Exercise material Start Marker

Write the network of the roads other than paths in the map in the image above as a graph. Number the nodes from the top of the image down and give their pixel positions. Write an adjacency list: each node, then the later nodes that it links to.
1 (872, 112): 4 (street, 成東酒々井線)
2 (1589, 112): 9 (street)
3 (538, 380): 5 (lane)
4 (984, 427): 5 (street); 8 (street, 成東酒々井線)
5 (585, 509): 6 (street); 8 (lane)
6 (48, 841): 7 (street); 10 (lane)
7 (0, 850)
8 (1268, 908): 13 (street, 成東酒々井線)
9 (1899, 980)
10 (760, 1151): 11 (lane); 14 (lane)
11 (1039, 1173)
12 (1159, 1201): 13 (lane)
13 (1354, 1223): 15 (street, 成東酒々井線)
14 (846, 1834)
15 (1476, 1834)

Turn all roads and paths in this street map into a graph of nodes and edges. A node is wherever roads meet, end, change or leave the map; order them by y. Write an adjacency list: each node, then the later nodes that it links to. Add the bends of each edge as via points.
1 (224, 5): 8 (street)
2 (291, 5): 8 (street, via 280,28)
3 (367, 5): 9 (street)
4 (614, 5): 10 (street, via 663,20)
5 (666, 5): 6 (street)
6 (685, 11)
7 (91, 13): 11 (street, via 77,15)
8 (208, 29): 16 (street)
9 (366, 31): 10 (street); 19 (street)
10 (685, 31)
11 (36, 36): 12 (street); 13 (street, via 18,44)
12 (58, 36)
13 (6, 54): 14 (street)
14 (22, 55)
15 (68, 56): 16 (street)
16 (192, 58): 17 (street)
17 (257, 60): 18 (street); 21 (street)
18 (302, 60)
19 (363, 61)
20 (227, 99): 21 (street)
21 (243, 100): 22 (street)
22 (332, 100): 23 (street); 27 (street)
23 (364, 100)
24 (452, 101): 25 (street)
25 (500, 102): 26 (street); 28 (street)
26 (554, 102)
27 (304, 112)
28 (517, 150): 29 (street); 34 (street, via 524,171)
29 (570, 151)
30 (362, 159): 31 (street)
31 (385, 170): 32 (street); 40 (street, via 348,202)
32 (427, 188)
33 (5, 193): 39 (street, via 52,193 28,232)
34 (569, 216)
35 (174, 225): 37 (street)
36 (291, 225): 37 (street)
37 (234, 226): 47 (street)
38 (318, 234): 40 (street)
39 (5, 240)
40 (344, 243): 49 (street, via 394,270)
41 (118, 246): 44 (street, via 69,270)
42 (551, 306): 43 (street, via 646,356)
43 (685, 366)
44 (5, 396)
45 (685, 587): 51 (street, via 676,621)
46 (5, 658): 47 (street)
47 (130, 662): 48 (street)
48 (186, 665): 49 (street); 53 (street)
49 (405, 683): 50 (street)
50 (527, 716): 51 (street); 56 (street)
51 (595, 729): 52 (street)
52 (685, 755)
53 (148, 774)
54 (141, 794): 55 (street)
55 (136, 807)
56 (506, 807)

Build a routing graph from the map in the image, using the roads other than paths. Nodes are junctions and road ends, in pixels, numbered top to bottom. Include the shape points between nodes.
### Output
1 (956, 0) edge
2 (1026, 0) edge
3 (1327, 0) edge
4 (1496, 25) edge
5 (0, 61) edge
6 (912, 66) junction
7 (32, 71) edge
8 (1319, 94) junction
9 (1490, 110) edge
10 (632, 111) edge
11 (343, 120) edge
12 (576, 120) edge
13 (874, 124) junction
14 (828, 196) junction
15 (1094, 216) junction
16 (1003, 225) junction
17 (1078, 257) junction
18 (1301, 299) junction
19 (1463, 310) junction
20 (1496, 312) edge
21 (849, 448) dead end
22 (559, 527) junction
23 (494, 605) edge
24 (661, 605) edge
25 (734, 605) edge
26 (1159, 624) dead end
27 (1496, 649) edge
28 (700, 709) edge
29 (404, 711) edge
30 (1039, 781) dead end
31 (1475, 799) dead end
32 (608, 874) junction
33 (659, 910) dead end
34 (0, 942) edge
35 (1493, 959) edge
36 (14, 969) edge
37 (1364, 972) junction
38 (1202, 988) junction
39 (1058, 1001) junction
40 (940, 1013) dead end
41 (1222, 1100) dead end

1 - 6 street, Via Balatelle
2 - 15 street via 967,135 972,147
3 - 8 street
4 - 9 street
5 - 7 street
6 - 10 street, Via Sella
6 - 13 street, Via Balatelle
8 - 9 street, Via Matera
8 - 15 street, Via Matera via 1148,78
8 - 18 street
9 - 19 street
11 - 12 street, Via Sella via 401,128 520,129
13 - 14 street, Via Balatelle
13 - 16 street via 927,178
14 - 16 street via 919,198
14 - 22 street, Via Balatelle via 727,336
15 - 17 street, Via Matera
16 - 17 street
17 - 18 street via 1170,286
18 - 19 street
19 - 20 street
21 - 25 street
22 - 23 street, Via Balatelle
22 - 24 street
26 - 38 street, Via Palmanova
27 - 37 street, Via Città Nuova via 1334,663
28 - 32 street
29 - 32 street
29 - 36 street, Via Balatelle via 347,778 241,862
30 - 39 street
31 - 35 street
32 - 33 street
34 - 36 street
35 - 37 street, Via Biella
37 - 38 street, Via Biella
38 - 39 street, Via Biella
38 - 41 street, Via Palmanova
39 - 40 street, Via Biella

Exercise material End Marker

## Action item
Could you write out every entry above exactly as it appears?

## Result of the task
Write the network of the roads other than paths in the map in the image above as a graph. Number the nodes from the top of the image down and give their pixel positions. Write an adjacency list: each node, then the later nodes that it links to.
1 (872, 112): 4 (street, 成東酒々井線)
2 (1589, 112): 9 (street)
3 (538, 380): 5 (lane)
4 (984, 427): 5 (street); 8 (street, 成東酒々井線)
5 (585, 509): 6 (street); 8 (lane)
6 (48, 841): 7 (street); 10 (lane)
7 (0, 850)
8 (1268, 908): 13 (street, 成東酒々井線)
9 (1899, 980)
10 (760, 1151): 11 (lane); 14 (lane)
11 (1039, 1173)
12 (1159, 1201): 13 (lane)
13 (1354, 1223): 15 (street, 成東酒々井線)
14 (846, 1834)
15 (1476, 1834)

Turn all roads and paths in this street map into a graph of nodes and edges. A node is wherever roads meet, end, change or leave the map; order them by y. Write an adjacency list: each node, then the later nodes that it links to. Add the bends of each edge as via points.
1 (224, 5): 8 (street)
2 (291, 5): 8 (street, via 280,28)
3 (367, 5): 9 (street)
4 (614, 5): 10 (street, via 663,20)
5 (666, 5): 6 (street)
6 (685, 11)
7 (91, 13): 11 (street, via 77,15)
8 (208, 29): 16 (street)
9 (366, 31): 10 (street); 19 (street)
10 (685, 31)
11 (36, 36): 12 (street); 13 (street, via 18,44)
12 (58, 36)
13 (6, 54): 14 (street)
14 (22, 55)
15 (68, 56): 16 (street)
16 (192, 58): 17 (street)
17 (257, 60): 18 (street); 21 (street)
18 (302, 60)
19 (363, 61)
20 (227, 99): 21 (street)
21 (243, 100): 22 (street)
22 (332, 100): 23 (street); 27 (street)
23 (364, 100)
24 (452, 101): 25 (street)
25 (500, 102): 26 (street); 28 (street)
26 (554, 102)
27 (304, 112)
28 (517, 150): 29 (street); 34 (street, via 524,171)
29 (570, 151)
30 (362, 159): 31 (street)
31 (385, 170): 32 (street); 40 (street, via 348,202)
32 (427, 188)
33 (5, 193): 39 (street, via 52,193 28,232)
34 (569, 216)
35 (174, 225): 37 (street)
36 (291, 225): 37 (street)
37 (234, 226): 47 (street)
38 (318, 234): 40 (street)
39 (5, 240)
40 (344, 243): 49 (street, via 394,270)
41 (118, 246): 44 (street, via 69,270)
42 (551, 306): 43 (street, via 646,356)
43 (685, 366)
44 (5, 396)
45 (685, 587): 51 (street, via 676,621)
46 (5, 658): 47 (street)
47 (130, 662): 48 (street)
48 (186, 665): 49 (street); 53 (street)
49 (405, 683): 50 (street)
50 (527, 716): 51 (street); 56 (street)
51 (595, 729): 52 (street)
52 (685, 755)
53 (148, 774)
54 (141, 794): 55 (street)
55 (136, 807)
56 (506, 807)

Build a routing graph from the map in the image, using the roads other than paths. Nodes are junctions and road ends, in pixels, numbered top to bottom. Include the shape points between nodes.
### Output
1 (956, 0) edge
2 (1026, 0) edge
3 (1327, 0) edge
4 (1496, 25) edge
5 (0, 61) edge
6 (912, 66) junction
7 (32, 71) edge
8 (1319, 94) junction
9 (1490, 110) edge
10 (632, 111) edge
11 (343, 120) edge
12 (576, 120) edge
13 (874, 124) junction
14 (828, 196) junction
15 (1094, 216) junction
16 (1003, 225) junction
17 (1078, 257) junction
18 (1301, 299) junction
19 (1463, 310) junction
20 (1496, 312) edge
21 (849, 448) dead end
22 (559, 527) junction
23 (494, 605) edge
24 (661, 605) edge
25 (734, 605) edge
26 (1159, 624) dead end
27 (1496, 649) edge
28 (700, 709) edge
29 (404, 711) edge
30 (1039, 781) dead end
31 (1475, 799) dead end
32 (608, 874) junction
33 (659, 910) dead end
34 (0, 942) edge
35 (1493, 959) edge
36 (14, 969) edge
37 (1364, 972) junction
38 (1202, 988) junction
39 (1058, 1001) junction
40 (940, 1013) dead end
41 (1222, 1100) dead end

1 - 6 street, Via Balatelle
2 - 15 street via 967,135 972,147
3 - 8 street
4 - 9 street
5 - 7 street
6 - 10 street, Via Sella
6 - 13 street, Via Balatelle
8 - 9 street, Via Matera
8 - 15 street, Via Matera via 1148,78
8 - 18 street
9 - 19 street
11 - 12 street, Via Sella via 401,128 520,129
13 - 14 street, Via Balatelle
13 - 16 street via 927,178
14 - 16 street via 919,198
14 - 22 street, Via Balatelle via 727,336
15 - 17 street, Via Matera
16 - 17 street
17 - 18 street via 1170,286
18 - 19 street
19 - 20 street
21 - 25 street
22 - 23 street, Via Balatelle
22 - 24 street
26 - 38 street, Via Palmanova
27 - 37 street, Via Città Nuova via 1334,663
28 - 32 street
29 - 32 street
29 - 36 street, Via Balatelle via 347,778 241,862
30 - 39 street
31 - 35 street
32 - 33 street
34 - 36 street
35 - 37 street, Via Biella
37 - 38 street, Via Biella
38 - 39 street, Via Biella
38 - 41 street, Via Palmanova
39 - 40 street, Via Biella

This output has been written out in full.